Scheduler Tuning

sysctl knobs, SCHED_FEAT flags, and common tuning patterns

Scheduler sysctls

All scheduler tuning knobs live under /proc/sys/kernel/:

ls /proc/sys/kernel/sched_*

Core timing knobs

# Minimum scheduling granularity (ns)
# Tasks run for at least this long before being preempted
# Default: 750000 (750µs), scales with CPU count
cat /proc/sys/kernel/sched_min_granularity_ns

# Base scheduling slice (ns) — the target time per task per period
# EEVDF uses this as the default slice per task
# Default: 700000 (700µs)
cat /proc/sys/kernel/sched_base_slice_ns

# Wakeup preemption granularity (ns)
# A waking task must be this much more "urgent" to preempt the current task
# Default: 1000000 (1ms)
cat /proc/sys/kernel/sched_wakeup_granularity_ns

The relationship: sched_latency_ns ≥ nr_runnable × sched_min_granularity_ns ensures each runnable task gets at least one slice per latency period.

Migration and balancing

# Task migration cost (ns)
# If a task ran on its current CPU within this window, it's "cache hot"
# and the load balancer avoids migrating it
# Default: 500000 (500µs)
cat /proc/sys/kernel/sched_migration_cost_ns

# Max tasks to migrate in one load balance call
# Default: 32
cat /proc/sys/kernel/sched_nr_migrate

# CFS bandwidth slice (µs)
# Amount of quota a CPU grabs from the global bandwidth pool at once
# Default: 5000 (5ms)
cat /proc/sys/kernel/sched_cfs_bandwidth_slice_us

RT throttling

# RT task period (µs): how often RT tasks' quota is refreshed
# Default: 1000000 (1 second)
cat /proc/sys/kernel/sched_rt_period_us

# RT task runtime (µs): how much of the period RT tasks can consume
# Default: 950000 (950ms = 95% of period)
# -1 = unlimited (disables RT throttling — dangerous)
cat /proc/sys/kernel/sched_rt_runtime_us

Schedstat

# Enable per-task scheduling statistics (slight overhead)
# Default: 0 (disabled)
echo 1 > /proc/sys/kernel/sched_schedstats

SCHED_FEAT: compile-time feature toggles

SCHED_FEAT flags are booleans controlling specific scheduler behaviors.
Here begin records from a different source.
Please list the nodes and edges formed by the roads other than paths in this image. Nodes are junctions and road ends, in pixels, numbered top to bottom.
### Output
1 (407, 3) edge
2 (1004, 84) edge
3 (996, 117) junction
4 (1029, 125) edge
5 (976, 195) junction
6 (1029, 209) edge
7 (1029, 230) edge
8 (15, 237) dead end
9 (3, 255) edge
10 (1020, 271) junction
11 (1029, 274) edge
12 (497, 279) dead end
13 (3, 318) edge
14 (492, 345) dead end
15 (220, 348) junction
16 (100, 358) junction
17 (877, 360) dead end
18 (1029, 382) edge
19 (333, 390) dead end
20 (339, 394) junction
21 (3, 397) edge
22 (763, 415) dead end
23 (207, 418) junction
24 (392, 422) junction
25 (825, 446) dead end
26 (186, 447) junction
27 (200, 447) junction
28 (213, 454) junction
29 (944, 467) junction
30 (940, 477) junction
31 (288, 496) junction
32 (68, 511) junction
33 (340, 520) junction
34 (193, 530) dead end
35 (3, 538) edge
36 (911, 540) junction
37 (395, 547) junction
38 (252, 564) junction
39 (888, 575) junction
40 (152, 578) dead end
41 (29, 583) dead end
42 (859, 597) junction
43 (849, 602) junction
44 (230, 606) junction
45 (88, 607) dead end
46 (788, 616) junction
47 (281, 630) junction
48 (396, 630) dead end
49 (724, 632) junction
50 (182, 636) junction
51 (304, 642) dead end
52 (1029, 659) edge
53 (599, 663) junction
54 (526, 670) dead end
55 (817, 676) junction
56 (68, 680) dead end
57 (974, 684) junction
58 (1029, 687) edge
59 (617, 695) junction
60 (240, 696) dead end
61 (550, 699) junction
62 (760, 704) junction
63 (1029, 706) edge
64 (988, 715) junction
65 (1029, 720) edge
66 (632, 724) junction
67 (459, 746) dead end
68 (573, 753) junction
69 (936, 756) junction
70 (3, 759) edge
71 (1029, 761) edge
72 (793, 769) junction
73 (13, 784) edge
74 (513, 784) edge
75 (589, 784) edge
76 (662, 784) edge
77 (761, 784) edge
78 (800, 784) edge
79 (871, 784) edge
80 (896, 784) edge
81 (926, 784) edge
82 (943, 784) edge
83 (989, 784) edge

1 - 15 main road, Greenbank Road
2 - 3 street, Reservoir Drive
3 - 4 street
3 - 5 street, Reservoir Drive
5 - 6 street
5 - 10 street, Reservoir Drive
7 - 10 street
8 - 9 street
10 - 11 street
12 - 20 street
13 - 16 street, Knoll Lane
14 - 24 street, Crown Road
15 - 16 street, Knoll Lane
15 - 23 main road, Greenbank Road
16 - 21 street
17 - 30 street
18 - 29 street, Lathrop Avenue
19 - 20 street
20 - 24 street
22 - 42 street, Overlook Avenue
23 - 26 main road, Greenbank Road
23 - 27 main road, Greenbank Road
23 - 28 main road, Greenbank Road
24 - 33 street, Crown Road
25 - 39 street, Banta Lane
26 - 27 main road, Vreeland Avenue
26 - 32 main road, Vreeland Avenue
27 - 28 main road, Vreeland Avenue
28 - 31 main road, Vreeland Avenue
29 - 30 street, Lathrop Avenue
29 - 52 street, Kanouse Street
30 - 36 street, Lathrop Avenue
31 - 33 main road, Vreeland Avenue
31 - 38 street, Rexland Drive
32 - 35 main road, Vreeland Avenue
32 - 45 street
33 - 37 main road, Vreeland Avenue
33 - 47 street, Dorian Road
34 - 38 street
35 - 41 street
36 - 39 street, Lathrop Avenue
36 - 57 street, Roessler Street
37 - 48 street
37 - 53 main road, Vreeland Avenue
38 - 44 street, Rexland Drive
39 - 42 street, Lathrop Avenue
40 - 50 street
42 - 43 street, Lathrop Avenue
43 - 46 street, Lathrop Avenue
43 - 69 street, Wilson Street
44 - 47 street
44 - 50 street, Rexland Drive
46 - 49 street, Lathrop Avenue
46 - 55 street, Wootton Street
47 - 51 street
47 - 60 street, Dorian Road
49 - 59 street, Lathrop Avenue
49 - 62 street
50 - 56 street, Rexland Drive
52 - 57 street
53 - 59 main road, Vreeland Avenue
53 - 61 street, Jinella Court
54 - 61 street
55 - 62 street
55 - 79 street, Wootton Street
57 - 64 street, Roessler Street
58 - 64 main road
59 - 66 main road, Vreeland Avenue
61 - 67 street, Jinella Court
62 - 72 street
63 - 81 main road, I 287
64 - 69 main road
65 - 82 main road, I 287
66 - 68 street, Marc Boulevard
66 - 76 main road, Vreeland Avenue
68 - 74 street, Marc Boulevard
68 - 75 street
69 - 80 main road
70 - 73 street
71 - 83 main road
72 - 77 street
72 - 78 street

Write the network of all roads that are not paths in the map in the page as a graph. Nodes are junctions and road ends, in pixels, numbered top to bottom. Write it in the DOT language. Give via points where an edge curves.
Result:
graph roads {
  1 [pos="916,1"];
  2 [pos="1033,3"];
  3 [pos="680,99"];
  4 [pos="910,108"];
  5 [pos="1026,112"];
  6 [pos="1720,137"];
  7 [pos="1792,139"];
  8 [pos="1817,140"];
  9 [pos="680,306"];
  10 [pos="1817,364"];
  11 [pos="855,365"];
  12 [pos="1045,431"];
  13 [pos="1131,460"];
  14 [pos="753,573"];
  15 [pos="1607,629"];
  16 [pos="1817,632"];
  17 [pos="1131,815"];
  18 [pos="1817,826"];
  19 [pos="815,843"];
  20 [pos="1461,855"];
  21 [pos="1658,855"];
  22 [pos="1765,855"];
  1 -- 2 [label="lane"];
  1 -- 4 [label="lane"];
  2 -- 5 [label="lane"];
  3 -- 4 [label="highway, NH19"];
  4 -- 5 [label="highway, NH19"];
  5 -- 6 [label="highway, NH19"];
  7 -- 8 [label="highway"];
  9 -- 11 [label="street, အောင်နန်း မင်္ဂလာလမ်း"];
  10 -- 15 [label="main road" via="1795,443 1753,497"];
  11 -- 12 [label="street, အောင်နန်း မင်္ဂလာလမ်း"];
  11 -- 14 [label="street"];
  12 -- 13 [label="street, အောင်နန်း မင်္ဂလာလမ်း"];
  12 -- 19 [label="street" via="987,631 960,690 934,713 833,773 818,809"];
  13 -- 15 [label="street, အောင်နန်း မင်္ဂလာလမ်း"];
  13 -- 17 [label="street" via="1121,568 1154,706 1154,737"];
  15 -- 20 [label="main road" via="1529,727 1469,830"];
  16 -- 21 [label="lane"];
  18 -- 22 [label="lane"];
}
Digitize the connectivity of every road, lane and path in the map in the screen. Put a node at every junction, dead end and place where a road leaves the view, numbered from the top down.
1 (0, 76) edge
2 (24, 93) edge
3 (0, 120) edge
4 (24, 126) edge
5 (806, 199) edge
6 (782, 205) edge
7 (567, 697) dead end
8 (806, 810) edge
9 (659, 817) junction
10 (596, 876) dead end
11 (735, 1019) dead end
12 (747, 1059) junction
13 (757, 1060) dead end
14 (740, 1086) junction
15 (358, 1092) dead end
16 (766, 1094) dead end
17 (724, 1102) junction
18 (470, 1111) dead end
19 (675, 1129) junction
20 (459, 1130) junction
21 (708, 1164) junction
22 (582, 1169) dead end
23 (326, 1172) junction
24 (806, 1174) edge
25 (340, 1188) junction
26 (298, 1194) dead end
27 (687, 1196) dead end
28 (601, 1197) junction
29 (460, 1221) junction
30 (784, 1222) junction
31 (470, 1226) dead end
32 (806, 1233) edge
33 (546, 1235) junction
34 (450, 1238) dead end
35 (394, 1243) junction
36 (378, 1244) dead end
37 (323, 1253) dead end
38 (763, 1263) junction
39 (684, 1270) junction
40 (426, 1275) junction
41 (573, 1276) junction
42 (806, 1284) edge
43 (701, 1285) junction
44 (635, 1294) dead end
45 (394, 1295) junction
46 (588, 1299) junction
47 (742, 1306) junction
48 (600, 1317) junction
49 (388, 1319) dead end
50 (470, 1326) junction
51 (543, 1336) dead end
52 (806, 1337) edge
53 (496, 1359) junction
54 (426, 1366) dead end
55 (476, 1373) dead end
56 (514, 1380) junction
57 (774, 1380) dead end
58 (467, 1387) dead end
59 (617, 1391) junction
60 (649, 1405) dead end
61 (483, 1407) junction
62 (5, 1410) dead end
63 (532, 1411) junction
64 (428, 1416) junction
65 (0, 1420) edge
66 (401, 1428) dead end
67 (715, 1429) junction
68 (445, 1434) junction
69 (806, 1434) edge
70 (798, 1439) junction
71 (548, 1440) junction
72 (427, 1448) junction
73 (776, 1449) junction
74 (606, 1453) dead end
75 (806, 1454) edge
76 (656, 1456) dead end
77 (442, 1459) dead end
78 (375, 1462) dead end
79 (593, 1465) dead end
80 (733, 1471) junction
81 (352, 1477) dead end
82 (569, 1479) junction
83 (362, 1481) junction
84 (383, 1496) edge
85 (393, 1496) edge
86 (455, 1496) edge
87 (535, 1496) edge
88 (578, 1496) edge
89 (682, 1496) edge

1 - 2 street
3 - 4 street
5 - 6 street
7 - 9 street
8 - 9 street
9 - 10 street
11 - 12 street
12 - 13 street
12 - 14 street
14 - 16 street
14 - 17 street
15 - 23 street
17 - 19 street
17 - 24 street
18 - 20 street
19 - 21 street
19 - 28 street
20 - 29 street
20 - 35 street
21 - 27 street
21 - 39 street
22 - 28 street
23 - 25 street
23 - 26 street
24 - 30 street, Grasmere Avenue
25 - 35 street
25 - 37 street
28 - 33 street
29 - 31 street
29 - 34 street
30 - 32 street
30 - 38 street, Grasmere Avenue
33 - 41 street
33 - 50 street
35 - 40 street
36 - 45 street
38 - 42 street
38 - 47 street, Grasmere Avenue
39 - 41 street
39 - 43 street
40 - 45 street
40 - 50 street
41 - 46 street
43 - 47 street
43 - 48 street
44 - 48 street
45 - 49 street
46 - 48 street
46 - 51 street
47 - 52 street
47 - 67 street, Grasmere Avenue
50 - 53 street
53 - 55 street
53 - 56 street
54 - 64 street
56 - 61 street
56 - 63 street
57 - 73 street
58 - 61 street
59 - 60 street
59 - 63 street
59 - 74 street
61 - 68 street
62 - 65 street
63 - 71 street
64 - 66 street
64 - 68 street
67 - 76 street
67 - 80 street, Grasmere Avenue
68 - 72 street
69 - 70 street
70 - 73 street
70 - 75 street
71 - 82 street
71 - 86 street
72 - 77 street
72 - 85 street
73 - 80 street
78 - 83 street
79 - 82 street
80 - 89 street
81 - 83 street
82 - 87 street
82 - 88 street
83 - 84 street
In a kernel with CONFIG_SCHED_DEBUG, they can be toggled at runtime:

# View all features and their current state
cat /sys/kernel/debug/sched/features
# PLACE_LAG PLACE_DEADLINE_INITIAL PLACE_REL_DEADLINE RUN_TO_PARITY
# PREEMPT_SHORT PICK_BUDDY CACHE_HOT_BUDDY DELAY_DEQUEUE DELAY_ZERO
# WAKEUP_PREEMPTION ...

# Toggle a feature
echo NO_WAKEUP_PREEMPTION > /sys/kernel/debug/sched/features  # disable
echo WAKEUP_PREEMPTION > /sys/kernel/debug/sched/features      # enable

Key features:

Feature	Default	Effect
`WAKEUP_PREEMPTION`	on	Waking task can preempt the current task if it has an earlier deadline
`PLACE_LAG`	on	Adjust woken task's vruntime based on its lag (how much CPU it's owed)
`PLACE_DEADLINE_INITIAL`	on	Give newly enqueued tasks an initial deadline advantage
`CACHE_HOT_BUDDY`	on	Don't preempt a cache-hot task just because it's been running
`NEXT_BUDDY`	off	After preemption, try to run the task that just woke up
`HRTICK`	off	Use hrtimers for precise preemption at timeslice expiry (more accurate, slightly higher overhead)
`TTWU_QUEUE`	arch	Queue cross-CPU wakeups (reduces IPI storms)
`RT_RUNTIME_SHARE`	on	Allow RT tasks to borrow runtime from sibling CPUs

Common tuning scenarios

Latency-sensitive workloads (network, trading, audio)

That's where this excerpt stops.